Start of EXERCISE INPUTS
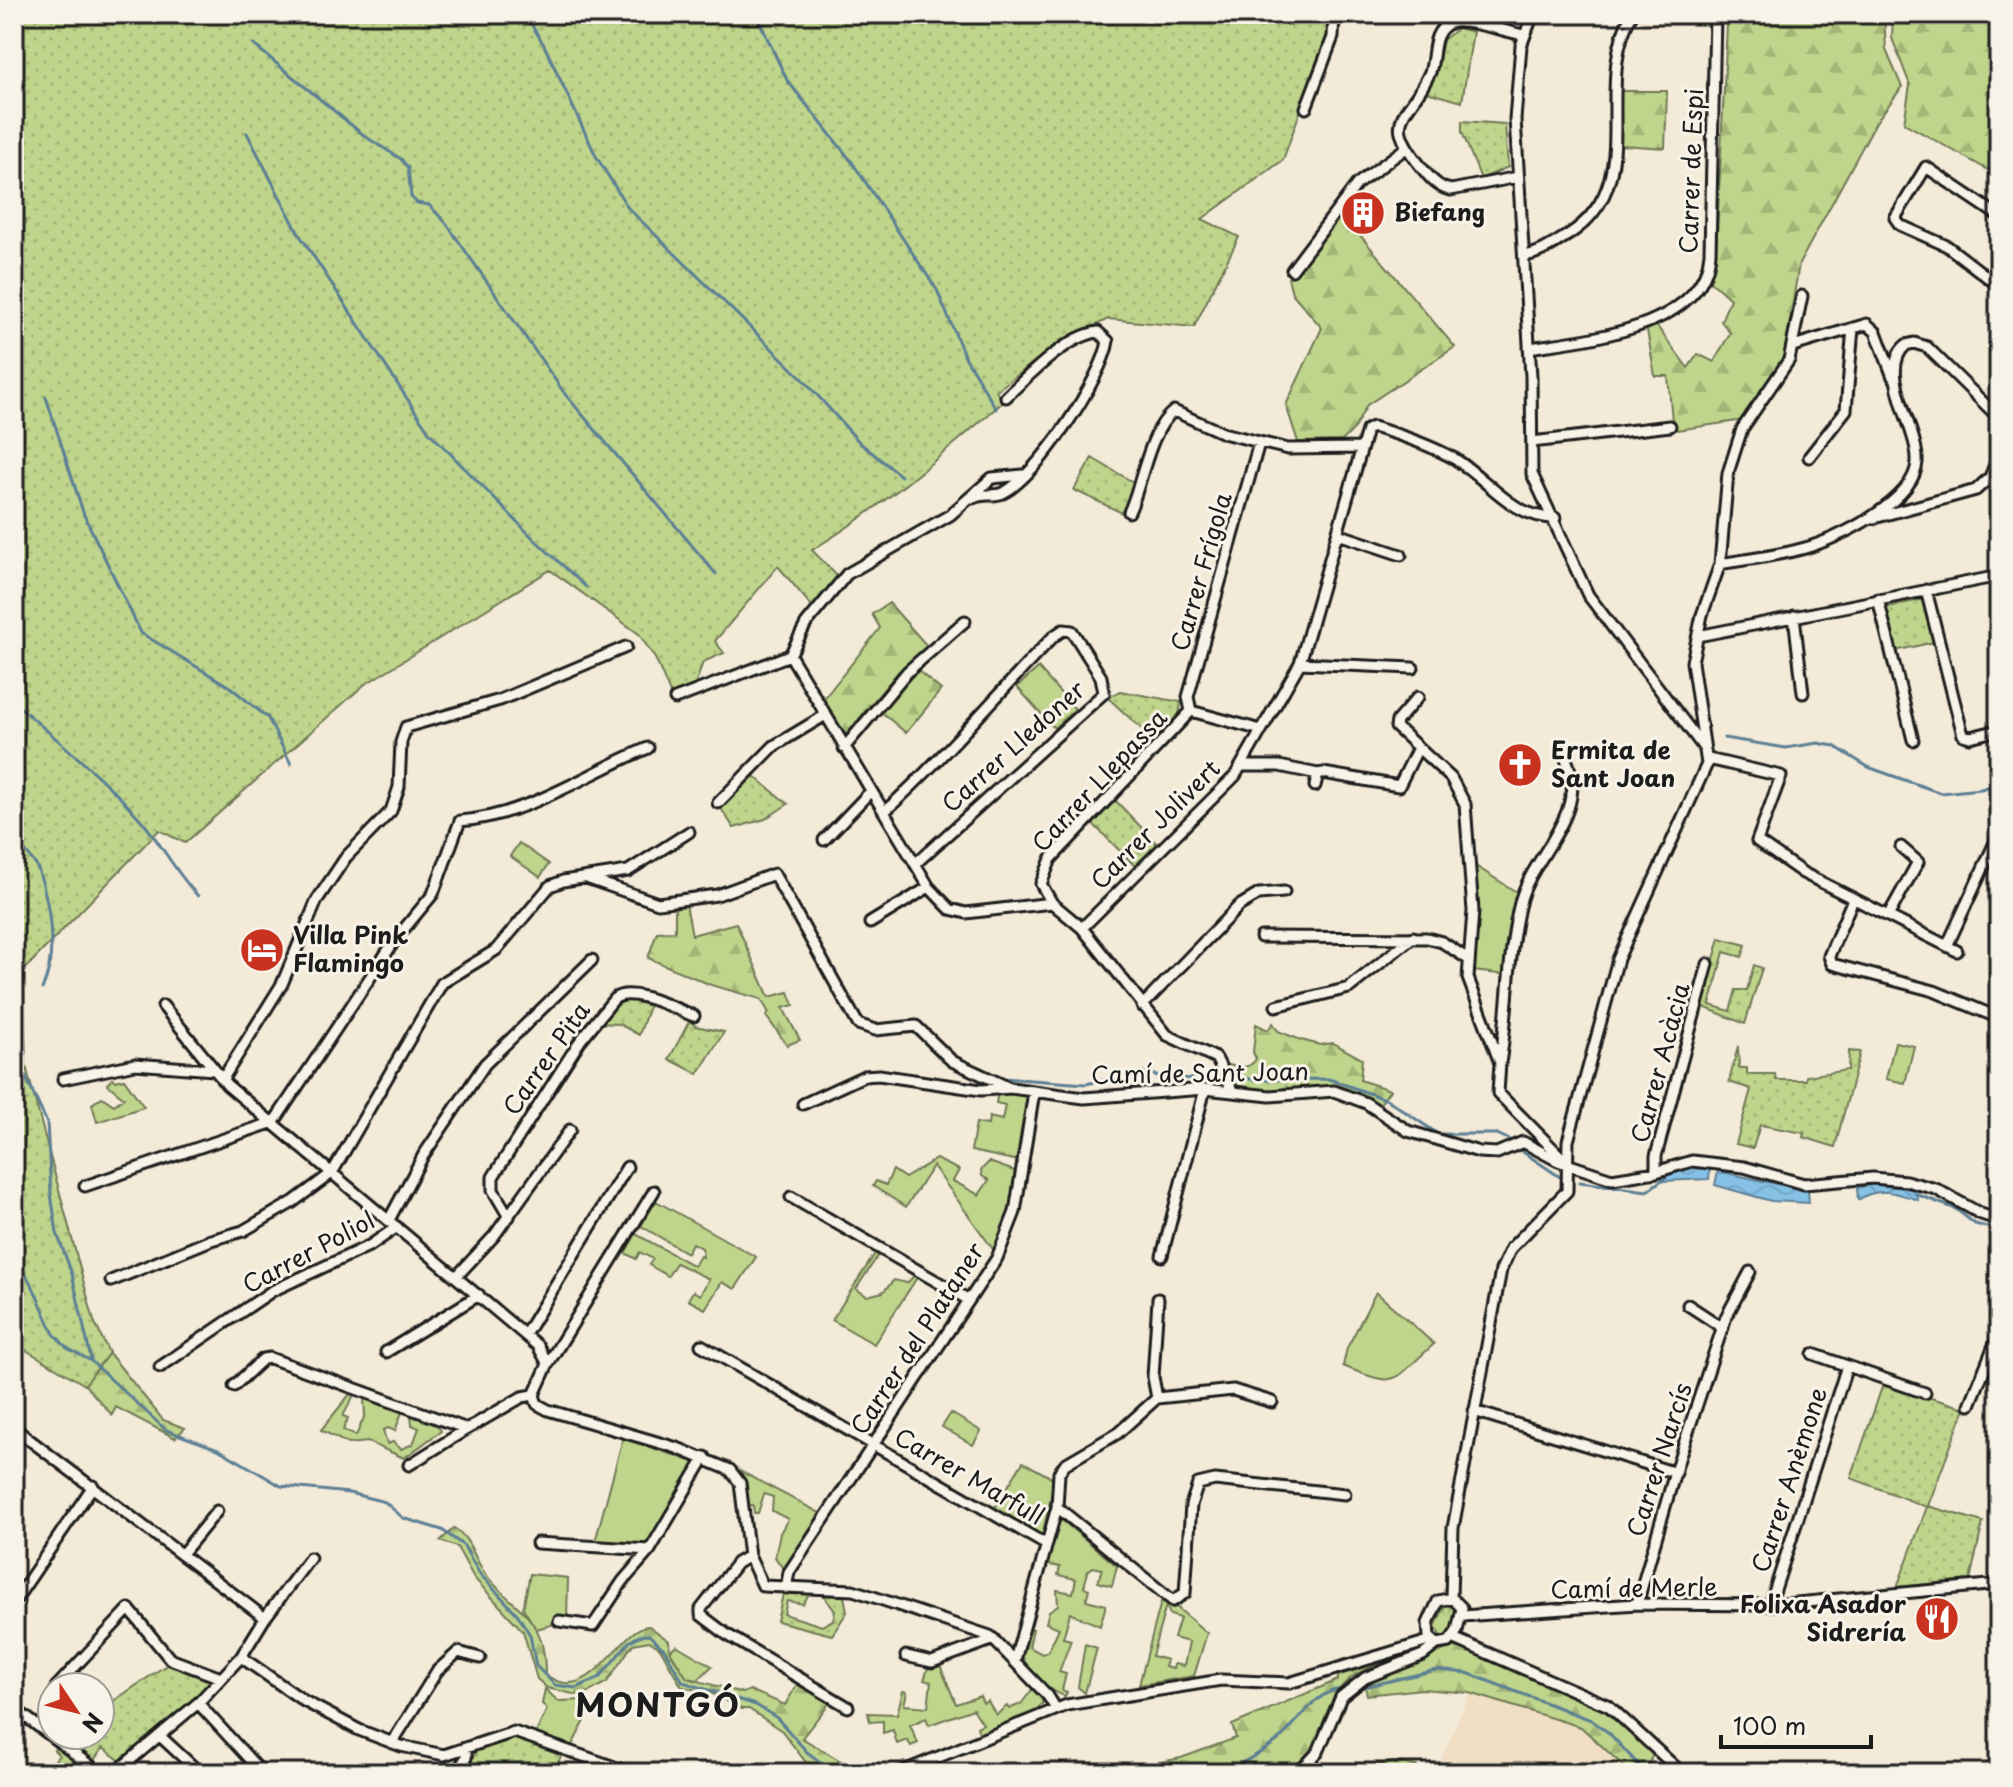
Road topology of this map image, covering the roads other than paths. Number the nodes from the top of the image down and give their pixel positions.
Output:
1 (1334, 14) edge
2 (1533, 14) edge
3 (1632, 14) edge
4 (1715, 14) edge
5 (1523, 35) junction
6 (1306, 108) dead end
7 (1406, 148) junction
8 (1518, 177) junction
9 (1999, 216) edge
10 (1524, 256) junction
11 (1292, 270) dead end
12 (1999, 286) edge
13 (1802, 296) dead end
14 (1853, 328) junction
15 (1793, 346) junction
16 (1529, 348) junction
17 (1896, 378) junction
18 (1006, 397) dead end
19 (1999, 418) edge
20 (1670, 426) dead end
21 (1532, 442) junction
22 (1259, 443) junction
23 (1360, 448) junction
24 (1999, 455) edge
25 (1809, 457) dead end
26 (1023, 475) junction
27 (973, 498) junction
28 (1129, 512) dead end
29 (1555, 518) junction
30 (1863, 521) junction
31 (1338, 534) junction
32 (1401, 555) dead end
33 (1720, 564) junction
34 (1999, 576) edge
35 (1926, 590) junction
36 (1878, 599) junction
37 (1794, 616) junction
38 (965, 621) dead end
39 (1698, 636) junction
40 (626, 647) dead end
41 (790, 655) junction
42 (1300, 663) junction
43 (1413, 668) dead end
44 (1803, 693) dead end
45 (1418, 697) dead end
46 (675, 699) dead end
47 (1191, 711) junction
48 (824, 716) junction
49 (1261, 730) junction
50 (1999, 730) edge
51 (1913, 740) dead end
52 (648, 748) dead end
53 (844, 748) junction
54 (1417, 750) junction
55 (1707, 755) junction
56 (1566, 759) dead end
57 (1241, 766) junction
58 (1318, 774) junction
59 (1315, 786) dead end
60 (871, 791) junction
61 (718, 803) dead end
62 (884, 812) junction
63 (689, 832) dead end
64 (1999, 834) edge
65 (824, 840) dead end
66 (1901, 847) dead end
67 (915, 864) junction
68 (585, 878) junction
69 (929, 887) junction
70 (1284, 892) dead end
71 (1853, 899) junction
72 (1052, 903) junction
73 (1888, 916) junction
74 (870, 923) dead end
75 (1082, 928) junction
76 (1261, 937) dead end
77 (1413, 937) junction
78 (1947, 946) junction
79 (1957, 951) dead end
80 (1468, 959) junction
81 (592, 960) dead end
82 (1708, 964) dead end
83 (163, 1006) dead end
84 (1142, 1006) junction
85 (1276, 1006) dead end
86 (694, 1016) dead end
87 (1999, 1018) edge
88 (1500, 1063) junction
89 (214, 1070) junction
90 (63, 1079) dead end
91 (222, 1080) junction
92 (1011, 1088) junction
93 (1205, 1089) junction
94 (1232, 1090) junction
95 (1034, 1092) junction
96 (803, 1104) dead end
97 (274, 1122) junction
98 (570, 1130) dead end
99 (1567, 1164) junction
100 (627, 1167) dead end
101 (1656, 1172) junction
102 (332, 1173) junction
103 (85, 1186) dead end
104 (654, 1191) dead end
105 (791, 1197) dead end
106 (509, 1217) junction
107 (1999, 1220) edge
108 (393, 1224) junction
109 (1162, 1256) dead end
110 (1750, 1272) dead end
111 (457, 1276) junction
112 (111, 1281) dead end
113 (479, 1295) junction
114 (1158, 1299) dead end
115 (969, 1300) junction
116 (1688, 1305) dead end
117 (1723, 1328) junction
118 (1999, 1333) edge
119 (525, 1335) junction
120 (701, 1345) dead end
121 (386, 1352) dead end
122 (1813, 1354) dead end
123 (548, 1364) junction
124 (1847, 1366) junction
125 (160, 1367) dead end
126 (234, 1386) dead end
127 (1925, 1393) dead end
128 (534, 1395) junction
129 (1157, 1398) junction
130 (1272, 1402) dead end
131 (1970, 1405) dead end
132 (1474, 1411) junction
133 (14, 1428) edge
134 (467, 1429) junction
135 (873, 1444) junction
136 (705, 1457) junction
137 (409, 1465) dead end
138 (1676, 1473) junction
139 (93, 1486) junction
140 (1345, 1494) dead end
141 (1057, 1507) junction
142 (217, 1511) dead end
143 (537, 1543) dead end
144 (1045, 1544) junction
145 (650, 1550) junction
146 (182, 1554) junction
147 (749, 1556) junction
148 (310, 1558) dead end
149 (1999, 1584) edge
150 (786, 1588) junction
151 (1451, 1598) junction
152 (14, 1602) edge
153 (1637, 1604) junction
154 (1770, 1605) junction
155 (1462, 1616) junction
156 (265, 1618) junction
157 (559, 1621) dead end
158 (1453, 1638) junction
159 (994, 1639) junction
160 (1434, 1642) junction
161 (906, 1656) dead end
162 (241, 1657) junction
163 (480, 1658) dead end
164 (1015, 1660) junction
165 (71, 1671) edge
166 (221, 1678) junction
167 (198, 1703) junction
168 (848, 1707) dead end
169 (14, 1708) edge
170 (1056, 1709) junction
171 (161, 1737) junction
172 (392, 1743) junction
173 (466, 1748) junction
174 (123, 1771) edge
175 (100, 1773) edge
176 (200, 1773) edge
177 (262, 1773) edge
178 (456, 1773) edge
179 (632, 1773) edge
180 (899, 1773) edge
181 (1298, 1773) edge
182 (1682, 1773) edge

1 - 6 street
2 - 5 street
3 - 10 street
4 - 16 street, Carrer de Espi
5 - 7 street
5 - 8 street
7 - 8 street
7 - 11 street
8 - 10 street
9 - 12 street
10 - 16 street
13 - 15 street
14 - 15 street
14 - 17 street
14 - 25 street
15 - 33 street
16 - 21 street
17 - 19 street
17 - 30 street
18 - 26 street
20 - 21 street
21 - 29 street
22 - 23 street
22 - 28 street
22 - 47 street, Carrer Frígola
23 - 29 street
23 - 31 street, Carrer Jolivert
24 - 30 street
26 - 27 street
26 - 27 street
27 - 41 street
29 - 55 street
30 - 33 street
31 - 32 street
31 - 42 street, Carrer Jolivert
33 - 39 street
34 - 35 street
35 - 36 street
35 - 50 street
36 - 37 street
36 - 51 street
37 - 39 street
37 - 44 street
38 - 53 street
39 - 55 street
40 - 91 street
41 - 46 street
41 - 48 street
42 - 43 street
42 - 49 street, Carrer Jolivert
45 - 54 street
47 - 49 street, Carrer Llepassa
47 - 72 street, Carrer Llepassa
48 - 53 street
48 - 61 street
49 - 57 street, Carrer Jolivert
52 - 97 street
53 - 60 street
54 - 58 street
54 - 80 street
55 - 71 street
55 - 99 street
56 - 88 street
57 - 58 street
57 - 75 street, Carrer Jolivert
58 - 59 street
60 - 62 street
60 - 65 street
62 - 67 street
62 - 67 street, Carrer Lledoner
63 - 68 street
64 - 78 street
66 - 73 street
67 - 69 street
68 - 92 street
68 - 102 street
69 - 72 street
69 - 74 street
70 - 84 street
71 - 73 street
71 - 87 street
72 - 75 street
73 - 78 street
75 - 84 street
76 - 77 street
77 - 80 street
77 - 85 street
78 - 79 street
80 - 88 street
81 - 108 street
82 - 101 street, Carrer Acàcia
83 - 89 street
84 - 94 street
86 - 106 street, Carrer Pita
88 - 99 street
89 - 90 street
89 - 91 street
91 - 97 street
92 - 95 street, Camí de Sant Joan
92 - 96 street, Camí de Sant Joan
93 - 94 street, Camí de Sant Joan
93 - 95 street, Camí de Sant Joan
93 - 109 street
94 - 99 street, Camí de Sant Joan
95 - 115 street, Carrer del Plataner
97 - 102 street
97 - 103 street
98 - 106 street
99 - 101 street, Camí de Sant Joan
99 - 132 street
100 - 119 street
101 - 107 street, Camí de Sant Joan
102 - 108 street
102 - 112 street
104 - 123 street
105 - 115 street
106 - 111 street
108 - 111 street
108 - 125 street, Carrer Poliol
110 - 117 street, Carrer Narcís
111 - 113 street
113 - 119 street
113 - 121 street
114 - 129 street
115 - 135 street, Carrer del Plataner
116 - 117 street
117 - 138 street, Carrer Narcís
118 - 131 street
119 - 123 street
120 - 135 street, Carrer Marfull
122 - 124 street, Carrer Anèmone
123 - 128 street
124 - 127 street, Carrer Anèmone
124 - 154 street, Carrer Anèmone
126 - 134 street
128 - 134 street
128 - 136 street
129 - 130 street
129 - 141 street
132 - 138 street
132 - 151 street
133 - 139 street
134 - 137 street
135 - 144 street, Carrer Marfull
135 - 150 street, Carrer del Plataner
136 - 145 street
136 - 147 street
138 - 153 street, Carrer Narcís
139 - 146 street
139 - 152 street
140 - 141 street
141 - 144 street
142 - 146 street
143 - 145 street
144 - 164 street
145 - 157 street
146 - 156 street
147 - 150 street
147 - 168 street
148 - 156 street
149 - 154 street, Camí de Merle
150 - 159 street
151 - 155 street
151 - 160 street
153 - 154 street, Camí de Merle
153 - 155 street, Camí de Merle
155 - 158 street
156 - 162 street
158 - 160 street
158 - 182 street
159 - 161 street
159 - 164 street
160 - 170 street
160 - 181 street
162 - 166 street
162 - 172 street
163 - 172 street
164 - 170 street
165 - 166 street
166 - 167 street
167 - 171 street
167 - 177 street
169 - 175 street
170 - 180 street
171 - 174 street
171 - 176 street
172 - 173 street
173 - 178 street
173 - 179 street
End of EXERCISE INPUTS
TASK STATEMENT
Your answer should be each line from the entries that includes the string "Jolivert".

RESPONSE AREA
23 - 31 street, Carrer Jolivert
31 - 42 street, Carrer Jolivert
42 - 49 street, Carrer Jolivert
49 - 57 street, Carrer Jolivert
57 - 75 street, Carrer Jolivert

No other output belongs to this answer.